リフレクション攻撃の踏み台となるような挙動は、機密性と完全性を低下させないことは明らかである。故に残りのひとつ、可用性が鍵といえる。システムの可用性が踏み台となることで低下する場合は脆弱性といえ、逆に低下しない場合は脆弱性ではなく、単に不具合と呼ぶべきだ。多くのシステムの場合、UDPのパケットを返答するぐらいでは、CPUやメモリの消費は低く、システムの可用性には影響がない。
DDoS攻撃を受けて、システムの可用性が低下した場合は、その原因を脆弱性と呼んでもよい。しかし他システムへの攻撃の踏み台となる挙動は、加害者の加担をしているという社会的な責任はあるとはいえ、脆弱性とは呼べないと考える。
相当する共通脆弱性タイプ一覧:CWE-406 Insufficient Control of Network Message Volume (Network Amplification)
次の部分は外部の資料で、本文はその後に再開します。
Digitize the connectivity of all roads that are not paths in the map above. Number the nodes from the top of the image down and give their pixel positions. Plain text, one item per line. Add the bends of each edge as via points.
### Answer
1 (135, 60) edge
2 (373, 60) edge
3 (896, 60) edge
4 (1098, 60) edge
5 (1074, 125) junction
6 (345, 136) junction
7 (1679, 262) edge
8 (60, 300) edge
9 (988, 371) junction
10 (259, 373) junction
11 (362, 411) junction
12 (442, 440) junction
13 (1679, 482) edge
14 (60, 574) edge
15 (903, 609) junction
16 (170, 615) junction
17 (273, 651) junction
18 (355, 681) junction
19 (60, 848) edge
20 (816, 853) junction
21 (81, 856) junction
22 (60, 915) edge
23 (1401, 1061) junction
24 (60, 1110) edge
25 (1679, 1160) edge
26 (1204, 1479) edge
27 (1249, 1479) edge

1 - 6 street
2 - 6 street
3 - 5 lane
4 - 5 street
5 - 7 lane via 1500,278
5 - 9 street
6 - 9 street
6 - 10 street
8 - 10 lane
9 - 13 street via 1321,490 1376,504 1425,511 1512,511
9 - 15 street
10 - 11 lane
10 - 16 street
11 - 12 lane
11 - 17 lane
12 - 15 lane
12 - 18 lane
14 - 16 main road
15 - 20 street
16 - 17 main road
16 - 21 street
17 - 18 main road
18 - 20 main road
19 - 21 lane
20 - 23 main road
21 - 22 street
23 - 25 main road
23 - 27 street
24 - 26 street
関連する脆弱性:CVE-1999-0513、CVE-2013-5211
2018-06-11追記
この記事を書いてから4年たち、振り返ってみる。脆弱性という言葉の定義はひとまずおいて考えると、この事象が原因となって、各種組織における対応が必要になっているのは事実であり、(日本国憲法下において天皇が元首であるか否かの議論みたいなもので、脆弱性に該当するか否かはないかは、重要ではないと言える。